C’est Bauer qui rabaisse le Juif à sa religion et défend que cette religion est inférieure à la religion chrétienne et affirme que ce n’est pas la situation dans laquelle étaient ceux qui ont fondé le christianisme qui a leur idéologie mais leur idéologie qui aurait bâti leur situation :

« Le peuple juif était le peuple qui en somme n’était pas un peuple, le peuple de la chimère, et inconséquent encore en ceci qu’il voulait exister en tant que peuple réel. Le christianisme dépasse cette inconséquence, ce faux reflet de l’existence populaire et crée le peuple prodigieux, le peuple saint, le peuple du « sacerdoce royal ». Le christianisme dépassa les barrières entre les peuples et fonda la communauté universelle, mais il acheva le judaïsme également sous l’aspect de la perfection et de la généralisation du particularisme et de l’exclusivisme. Le JUDAÏSME ne fit qu’exclure les autres peuples du peuple unique : par contre la communauté chrétienne exclut tout caractère populaire, toute particularité nationale et dirige son zèle contre tout peuple qui voudrait croire en lui-même et se donner des lois pour sa foi en lui-même et dans sa confiance en sa justification. Finalement, il exclut quiconque s’en rapporte à lui-même, aux droits qu’il possède en tant qu’homme, donc aux droits de l’humanité. Il ne veut pas avoir l’homme réel mais l’homme qui est expulsé de sa vraie humanité, l’homme de nouveau au monde, l’homme merveilleux. »

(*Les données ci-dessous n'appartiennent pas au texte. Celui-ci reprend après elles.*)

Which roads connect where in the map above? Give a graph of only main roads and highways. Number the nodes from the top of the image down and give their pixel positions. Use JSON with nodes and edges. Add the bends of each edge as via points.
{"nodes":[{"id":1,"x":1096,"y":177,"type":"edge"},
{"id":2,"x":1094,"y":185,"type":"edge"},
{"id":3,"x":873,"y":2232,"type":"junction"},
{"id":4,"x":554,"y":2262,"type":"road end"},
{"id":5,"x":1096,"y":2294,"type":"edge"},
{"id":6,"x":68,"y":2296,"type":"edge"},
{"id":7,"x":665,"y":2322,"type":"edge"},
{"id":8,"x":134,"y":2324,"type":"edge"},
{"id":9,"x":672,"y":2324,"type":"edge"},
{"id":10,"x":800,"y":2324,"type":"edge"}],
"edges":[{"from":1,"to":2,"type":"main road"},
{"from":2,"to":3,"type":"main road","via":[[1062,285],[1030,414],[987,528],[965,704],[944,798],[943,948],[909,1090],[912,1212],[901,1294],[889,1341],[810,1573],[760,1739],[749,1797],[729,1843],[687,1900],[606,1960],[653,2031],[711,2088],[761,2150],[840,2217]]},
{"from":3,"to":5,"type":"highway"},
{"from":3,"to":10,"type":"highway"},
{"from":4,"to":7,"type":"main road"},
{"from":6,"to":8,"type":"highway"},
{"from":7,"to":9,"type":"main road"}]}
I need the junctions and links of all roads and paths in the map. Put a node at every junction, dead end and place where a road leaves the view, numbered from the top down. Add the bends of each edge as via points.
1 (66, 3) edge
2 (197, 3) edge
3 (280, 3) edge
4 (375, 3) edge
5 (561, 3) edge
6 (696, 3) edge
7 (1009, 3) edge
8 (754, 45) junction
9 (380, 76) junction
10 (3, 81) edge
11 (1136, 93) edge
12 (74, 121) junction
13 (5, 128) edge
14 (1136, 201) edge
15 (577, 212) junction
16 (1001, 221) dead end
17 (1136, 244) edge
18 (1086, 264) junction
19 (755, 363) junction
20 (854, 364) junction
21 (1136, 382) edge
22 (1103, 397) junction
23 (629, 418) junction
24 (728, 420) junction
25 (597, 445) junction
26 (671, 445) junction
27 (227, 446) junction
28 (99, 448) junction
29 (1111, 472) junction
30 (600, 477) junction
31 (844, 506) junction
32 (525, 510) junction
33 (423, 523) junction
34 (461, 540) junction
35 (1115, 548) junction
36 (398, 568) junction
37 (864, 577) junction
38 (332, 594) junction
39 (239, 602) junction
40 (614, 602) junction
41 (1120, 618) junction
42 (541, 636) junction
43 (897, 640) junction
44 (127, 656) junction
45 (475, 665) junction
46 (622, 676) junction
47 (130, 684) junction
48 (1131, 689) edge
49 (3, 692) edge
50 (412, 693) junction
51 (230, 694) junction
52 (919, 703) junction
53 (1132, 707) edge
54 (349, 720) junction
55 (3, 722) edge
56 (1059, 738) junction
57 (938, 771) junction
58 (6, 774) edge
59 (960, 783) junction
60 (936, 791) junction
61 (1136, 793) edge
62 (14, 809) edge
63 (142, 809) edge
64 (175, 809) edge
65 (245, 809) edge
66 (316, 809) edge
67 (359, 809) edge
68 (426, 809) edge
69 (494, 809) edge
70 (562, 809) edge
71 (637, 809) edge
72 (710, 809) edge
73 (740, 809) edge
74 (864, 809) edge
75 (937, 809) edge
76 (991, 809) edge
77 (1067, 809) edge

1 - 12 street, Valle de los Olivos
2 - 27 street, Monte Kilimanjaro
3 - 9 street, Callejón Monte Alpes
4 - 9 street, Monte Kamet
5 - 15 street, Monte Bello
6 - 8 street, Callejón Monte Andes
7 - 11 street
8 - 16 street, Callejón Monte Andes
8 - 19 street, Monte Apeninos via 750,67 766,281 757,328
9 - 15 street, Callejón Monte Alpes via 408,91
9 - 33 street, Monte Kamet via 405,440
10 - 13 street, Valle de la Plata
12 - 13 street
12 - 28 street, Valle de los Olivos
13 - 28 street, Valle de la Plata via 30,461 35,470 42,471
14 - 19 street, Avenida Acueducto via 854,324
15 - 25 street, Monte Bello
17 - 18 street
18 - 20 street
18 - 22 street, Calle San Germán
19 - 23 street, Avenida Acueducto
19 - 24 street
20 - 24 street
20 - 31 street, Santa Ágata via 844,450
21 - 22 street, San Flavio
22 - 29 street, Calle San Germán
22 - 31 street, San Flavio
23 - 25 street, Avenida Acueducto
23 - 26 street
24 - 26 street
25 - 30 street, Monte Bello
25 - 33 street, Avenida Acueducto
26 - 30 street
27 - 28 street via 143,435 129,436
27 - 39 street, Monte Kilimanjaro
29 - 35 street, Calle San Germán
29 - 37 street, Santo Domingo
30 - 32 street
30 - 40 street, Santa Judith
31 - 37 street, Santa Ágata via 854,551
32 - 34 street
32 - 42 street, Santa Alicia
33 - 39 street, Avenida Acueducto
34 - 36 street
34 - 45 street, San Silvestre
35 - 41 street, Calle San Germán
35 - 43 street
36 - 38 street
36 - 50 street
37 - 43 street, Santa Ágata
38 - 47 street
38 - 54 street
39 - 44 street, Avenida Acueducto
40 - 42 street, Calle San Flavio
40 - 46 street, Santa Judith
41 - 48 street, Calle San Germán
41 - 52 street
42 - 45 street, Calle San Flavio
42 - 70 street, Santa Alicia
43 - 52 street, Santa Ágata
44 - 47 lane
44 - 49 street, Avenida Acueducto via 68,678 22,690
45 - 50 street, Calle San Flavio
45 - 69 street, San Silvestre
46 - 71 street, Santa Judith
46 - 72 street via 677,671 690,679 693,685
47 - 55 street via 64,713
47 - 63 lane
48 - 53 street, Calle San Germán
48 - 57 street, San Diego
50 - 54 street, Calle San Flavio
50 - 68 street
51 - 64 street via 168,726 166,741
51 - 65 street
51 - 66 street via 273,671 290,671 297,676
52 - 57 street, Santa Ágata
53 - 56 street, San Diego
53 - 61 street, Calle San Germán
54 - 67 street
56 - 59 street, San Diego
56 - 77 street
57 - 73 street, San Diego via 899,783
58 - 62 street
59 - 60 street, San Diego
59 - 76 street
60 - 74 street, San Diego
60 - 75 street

Toujours Bauer part du texte religieux pour définir le peuple :

« Le peuple juif n’a pu produire aucune loi étatique et populaire réelle et n’était qu’un assemblage d’atomes. Cet isolement est fondé dans l’essence du judaïsme, il devait donc s’achever dans le christianisme et devint devoir et plus haute destination du fidèle. Il faut que le fidèle forme lui-même une affaire privée et fasse de celle-ci la plus haute de ses affaires. Il ne doit veiller à rien plus qu’à lui-même, à son âme et à sa félicité, et il doit la porter en si haute estime qu’en cas de nécessité, tout ce qui a ordinairement cours parmi les hommes, et est considéré comme ce qu’il y a de plus haut, il est en devoir de le sacrifier à celle-ci. Dans une constante hypocondrie, le Juif doit veiller à ne pas être souillé par un hasard quelconque et se demander s’il ne s’est peut-être pas vraiment souillé. (…)Dans le judaïsme, l’art et la science étaient impossibles : dans sa conséquence encore plus, car en elle, tout ce qui dans le judaïsme lui-même rendait impossible le libre commerce avec le monde et ses lois universelles, se trouve achevé et porté à son extrême. L’art et la science ne sont jamais possibles que quand le souci du besoin personnel n’est pas seul à accaparer l’homme. Mais, dans la communauté, l’homme ne doit jamais se mettre à penser qu’il peut se défaire du souci de ses besoins, il ne se libérera jamais complètement et absolument de la multitude de ses besoins, du vide et du néant en lui-même, donc du souci de lui-même : l’art et la science qui l’élèveraient d’un coup au-dessus de son néant et mettraient un terme à son souci égoïste et hypocondre de lui-même sont par là impossibles ou bien strictement interdits. »

Ceux qui ont lu le texte de Marx sans lire celui de Bauer ont souvent confondu la thèse de Marx avec son inverse…

Marx ne va pas répondre que le peuple juif est bien mieux que le prétend Bauer mais que son état provient de la place que la société occidentale lui a offerte et non l’inverse.

Marx parle de société européenne et Bauer d’ « Etat chrétien ».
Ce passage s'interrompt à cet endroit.